IIRC, Python had a win32 binding over 20 years ago and MS-Office 2000 onwards was scriptable via DCOM.

So with a little bit of effort this has already been a thing for 2 decades.

Not entirely sure how you move from plain win32 to DCOM, and it's probably a bit more difficult than WSH, but it should be doable.

Mister_Snuggles a year ago

> Python code used by Excel runs on the Microsoft Cloud with enterprise-level security as a compliant Microsoft 365 connected experience, just like OneDrive. The Python code runs in its own hypervisor isolated container using Azure Container Instances and secure, source-built packages from Anaconda through a secure software supply chain. Python in Excel keeps your data private by preventing the Python code from knowing who you are, and opening workbooks from the internet in further isolation within their own separate containers. Data from your workbooks can only be sent via the built-in xl() Python function, and the output of the Python code can only be returned as the result of the =PY() Excel function. The containers stay online as long as the workbook is open or until a timeout occurs. Your data does not persist in the Microsoft Cloud.

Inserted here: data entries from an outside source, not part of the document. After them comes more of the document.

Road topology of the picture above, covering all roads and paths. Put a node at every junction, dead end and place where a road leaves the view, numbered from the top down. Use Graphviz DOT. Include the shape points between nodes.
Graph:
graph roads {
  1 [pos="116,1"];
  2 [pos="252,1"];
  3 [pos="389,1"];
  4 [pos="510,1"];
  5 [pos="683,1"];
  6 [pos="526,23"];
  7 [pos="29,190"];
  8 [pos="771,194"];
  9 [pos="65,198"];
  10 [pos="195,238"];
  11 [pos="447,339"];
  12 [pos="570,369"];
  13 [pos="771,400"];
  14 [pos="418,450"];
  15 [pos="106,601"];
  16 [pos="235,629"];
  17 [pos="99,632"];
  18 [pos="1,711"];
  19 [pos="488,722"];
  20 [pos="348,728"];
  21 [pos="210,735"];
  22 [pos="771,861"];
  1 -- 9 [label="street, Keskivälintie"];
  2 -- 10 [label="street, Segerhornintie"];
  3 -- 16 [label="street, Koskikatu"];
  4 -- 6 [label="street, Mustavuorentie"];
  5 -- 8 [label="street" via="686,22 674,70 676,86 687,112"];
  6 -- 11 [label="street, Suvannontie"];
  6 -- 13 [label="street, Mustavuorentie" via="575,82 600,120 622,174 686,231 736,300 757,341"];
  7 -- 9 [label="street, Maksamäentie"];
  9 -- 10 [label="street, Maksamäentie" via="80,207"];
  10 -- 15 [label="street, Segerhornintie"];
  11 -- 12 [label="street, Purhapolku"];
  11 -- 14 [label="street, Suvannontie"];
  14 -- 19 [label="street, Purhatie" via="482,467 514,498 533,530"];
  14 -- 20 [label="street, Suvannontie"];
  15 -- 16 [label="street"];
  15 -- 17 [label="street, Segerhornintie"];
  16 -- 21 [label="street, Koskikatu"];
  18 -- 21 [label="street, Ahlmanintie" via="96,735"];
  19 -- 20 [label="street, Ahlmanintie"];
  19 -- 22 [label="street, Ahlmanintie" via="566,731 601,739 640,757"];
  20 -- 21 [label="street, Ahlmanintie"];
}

This is disappointing. A much easier way to 'keep your data private' would be to run it locally. Surely a bundled Python interpreter run inside a sandbox that prevents network access would be just as secure, and cheaper for Microsoft since they don't have to run any Azure resources to support it.

karlschlosshax a year ago

I've wanted this for years. I think the best use cases are going to be really boring.

If you've ever written a spreadsheet of meaningful complexity, you've probably been forced into a disastrous mess of nested IF statements (or helper columns).

Python is soooo much easier to read than the built-in formulas.

I'm excited to try this out!

  • layer8 a year ago

    I expect this to become a compatibility nightmare in the long run, as new Python versions and library versions come and go. Also, this is cloud-only, which means your Excel documents won’t work standalone anymore. It’s a way for Microsoft to lock you in to their subscriptions.

    • Qem a year ago

      > I expect this to become a compatibility nightmare in the long run, as new Python versions and library versions come and go.

      I wonder if Microsoft may eventually EEE CPython by creating their own competing implementation running on top of Excel.

CodeTheInternet a year ago

What is the benefit of running Python in Excel vs using Pandas for example?

solarkraft a year ago

It seems crazy to strongly link your spreadsheets to the cloud.

ok123456 a year ago

This is a mistake. Python tooling is a sandpit. Complicated Excel spreadsheets are another sandpit. Additionally, you can't evaluate your spreadsheet formulas if you don't have Azure access, and now you have to worry about the "cloud" permissions and storage.

pjmlp a year ago

> Python code used by Excel runs on the Microsoft Cloud ....

Nope, not only there is the security issue, regardless of what is promised, good luck editing those Excel files in flights, or train travels.